Activity. Each line of the entries that mentions the string "Loevesteinse" needs to be reported.

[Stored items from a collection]

+ + + + +

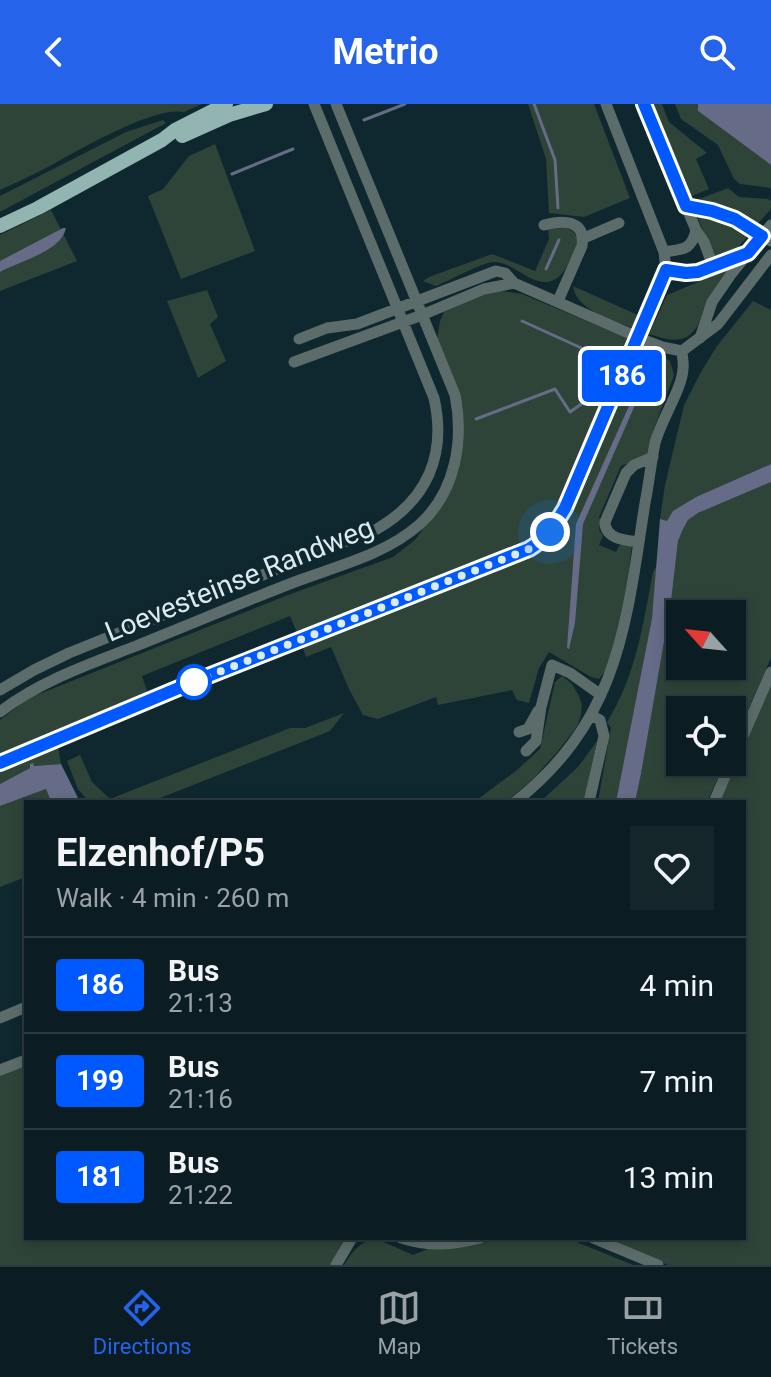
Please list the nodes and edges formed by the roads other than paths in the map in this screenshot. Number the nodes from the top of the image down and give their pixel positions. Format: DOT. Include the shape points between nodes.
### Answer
graph roads {
  1 [pos="226,104"];
  2 [pos="266,104"];
  3 [pos="314,104"];
  4 [pos="336,104"];
  5 [pos="606,104"];
  6 [pos="643,104"];
  7 [pos="162,140"];
  8 [pos="686,206"];
  9 [pos="619,223"];
  10 [pos="544,225"];
  11 [pos="771,225"];
  12 [pos="0,226"];
  13 [pos="696,230"];
  14 [pos="584,238"];
  15 [pos="766,239"];
  16 [pos="664,252"];
  17 [pos="748,253"];
  18 [pos="771,255"];
  19 [pos="713,266"];
  20 [pos="666,270"];
  21 [pos="514,283"];
  22 [pos="558,301"];
  23 [pos="417,302"];
  24 [pos="398,308"];
  25 [pos="422,315"];
  26 [pos="402,321"];
  27 [pos="638,337"];
  28 [pos="700,338"];
  29 [pos="299,339"];
  30 [pos="682,351"];
  31 [pos="294,362"];
  32 [pos="653,457"];
  33 [pos="639,542"];
  34 [pos="34,670"];
  35 [pos="771,672"];
  36 [pos="42,686"];
  37 [pos="0,690"];
  38 [pos="601,695"];
  39 [pos="541,707"];
  40 [pos="0,712"];
  41 [pos="591,715"];
  42 [pos="746,729"];
  43 [pos="519,732"];
  44 [pos="526,751"];
  45 [pos="0,763"];
  46 [pos="725,776"];
  47 [pos="517,800"];
  48 [pos="589,800"];
  49 [pos="715,800"];
  50 [pos="24,1008"];
  51 [pos="0,1018"];
  52 [pos="24,1061"];
  53 [pos="0,1070"];
  54 [pos="351,1240"];
  55 [pos="472,1240"];
  56 [pos="598,1240"];
  57 [pos="426,1241"];
  58 [pos="336,1265"];
  59 [pos="658,1265"];
  1 -- 7 [label="main road"];
  2 -- 7 [label="main road"];
  3 -- 24 [label="street, Loevesteinse Randweg"];
  4 -- 23 [label="street, Loevesteinse Randweg"];
  5 -- 16 [label="street"];
  6 -- 8 [label="street"];
  7 -- 12 [label="main road"];
  8 -- 13 [label="street"];
  8 -- 15 [label="street" via="735,219"];
  9 -- 14 [label="street"];
  10 -- 14 [label="street" via="568,222"];
  11 -- 15 [label="street"];
  13 -- 16 [label="street" via="688,247"];
  13 -- 19 [label="street"];
  14 -- 22 [label="street"];
  15 -- 17 [label="street"];
  16 -- 20 [label="street"];
  17 -- 19 [label="street"];
  17 -- 28 [label="street" via="712,302"];
  18 -- 28 [label="street" via="718,324"];
  19 -- 20 [label="street" via="698,272"];
  20 -- 27 [label="street"];
  21 -- 22 [label="street"];
  21 -- 23 [label="street" via="505,273 491,272"];
  21 -- 25 [label="street" via="484,289"];
  22 -- 27 [label="street"];
  23 -- 24 [label="street"];
  23 -- 25 [label="street, Loevesteinse Randweg"];
  24 -- 26 [label="street, Loevesteinse Randweg"];
  24 -- 29 [label="street"];
  25 -- 26 [label="street"];
  25 -- 36 [label="street, Loevesteinse Randweg" via="455,395 460,423 450,480 422,522 384,549"];
  26 -- 31 [label="street"];
  26 -- 34 [label="street, Loevesteinse Randweg" via="434,398 439,441 426,483 397,518"];
  27 -- 30 [label="street"];
  27 -- 45 [label="street" via="565,508 541,542"];
  28 -- 30 [label="street"];
  30 -- 32 [label="street" via="683,371"];
  32 -- 33 [label="street"];
  32 -- 33 [label="street" via="626,473 605,522 608,534"];
  33 -- 38 [label="street" via="625,627"];
  34 -- 36 [label="street"];
  34 -- 37 [label="street, Loevesteinse Randweg"];
  35 -- 42 [label="street"];
  36 -- 40 [label="street, Loevesteinse Randweg"];
  38 -- 39 [label="street" via="552,665"];
  38 -- 41 [label="street"];
  39 -- 43 [label="street" via="528,729"];
  39 -- 44 [label="street" via="536,741"];
  41 -- 47 [label="street" via="560,760"];
  41 -- 48 [label="street" via="600,720 604,736"];
  46 -- 49 [label="street"];
  50 -- 51 [label="street"];
  52 -- 53 [label="street"];
  54 -- 58 [label="street"];
  55 -- 57 [label="street" via="436,1245"];
  56 -- 59 [label="street"];
}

+ + + + +

Reply to the exercise.
  3 -- 24 [label="street, Loevesteinse Randweg"];
  4 -- 23 [label="street, Loevesteinse Randweg"];
  23 -- 25 [label="street, Loevesteinse Randweg"];
  24 -- 26 [label="street, Loevesteinse Randweg"];
  25 -- 36 [label="street, Loevesteinse Randweg" via="455,395 460,423 450,480 422,522 384,549"];
  26 -- 34 [label="street, Loevesteinse Randweg" via="434,398 439,441 426,483 397,518"];
  34 -- 37 [label="street, Loevesteinse Randweg"];
  36 -- 40 [label="street, Loevesteinse Randweg"];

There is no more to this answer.